More cars flew by. Todd smiled at them, pushing his luck, but got no response. They either didn’t notice, or didn’t care. Todd did care. He wanted all of Cascadia High to see him, smiling under the sunshine, gloating with purpose. He had somewhere to be.
The road curved south. The dogwoods disappeared, opening up into a series of barren plots. To call them “farms” would be generous, as they were only an acre or two, with a few mangy cows stared out. Two orange Highland cattle watched him dully, horns protruding out their heads, their strange, shaggy fur hanging like moss.

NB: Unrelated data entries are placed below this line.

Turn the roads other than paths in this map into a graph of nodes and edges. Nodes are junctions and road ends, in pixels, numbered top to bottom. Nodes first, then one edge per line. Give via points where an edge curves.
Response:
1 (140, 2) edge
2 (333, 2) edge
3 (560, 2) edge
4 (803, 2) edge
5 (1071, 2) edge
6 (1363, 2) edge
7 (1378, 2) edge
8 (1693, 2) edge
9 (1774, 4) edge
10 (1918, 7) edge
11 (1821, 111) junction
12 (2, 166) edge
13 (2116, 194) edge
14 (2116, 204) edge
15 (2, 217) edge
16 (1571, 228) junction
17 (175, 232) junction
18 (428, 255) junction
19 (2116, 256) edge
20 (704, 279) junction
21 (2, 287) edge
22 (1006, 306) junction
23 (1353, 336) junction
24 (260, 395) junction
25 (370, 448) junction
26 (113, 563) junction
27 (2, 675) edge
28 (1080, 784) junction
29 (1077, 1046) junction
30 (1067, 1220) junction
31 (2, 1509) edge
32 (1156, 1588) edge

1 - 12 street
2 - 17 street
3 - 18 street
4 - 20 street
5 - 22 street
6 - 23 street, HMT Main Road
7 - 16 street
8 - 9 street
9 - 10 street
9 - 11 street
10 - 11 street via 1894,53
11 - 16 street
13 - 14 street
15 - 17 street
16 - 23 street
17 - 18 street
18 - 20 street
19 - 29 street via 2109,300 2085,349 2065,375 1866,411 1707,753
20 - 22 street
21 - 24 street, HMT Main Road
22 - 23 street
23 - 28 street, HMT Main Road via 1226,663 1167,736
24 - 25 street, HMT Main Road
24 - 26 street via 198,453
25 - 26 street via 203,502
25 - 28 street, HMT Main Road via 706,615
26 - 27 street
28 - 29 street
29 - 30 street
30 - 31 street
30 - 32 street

The verdancy of Dunam was so great, it always amazed him that it could support any farms at all. To have a farm meant war with the blackberries and Dogwoods and Ninebarks constantly fighting to take over everything. Where families could beat back the greenery, there were farms like these. These strange, shaggy cows had been here since he could remember. They were never slaughtered for beef, and he never saw anyone milk them. He shrugged. Clearly Dunam had mysteries left to uncover.
Todd turned off Main Street, past Hunsaker Oil, where a single, forlorn logging truck sat rusting in front of a tiny wooden watchtower. Decades ago, when this station was still part of the McKraken Mill, drivers used it to inspect their chains. Now it sat useless and decomposing like everything else. Nothing new ever came to Dunam. Except when it did.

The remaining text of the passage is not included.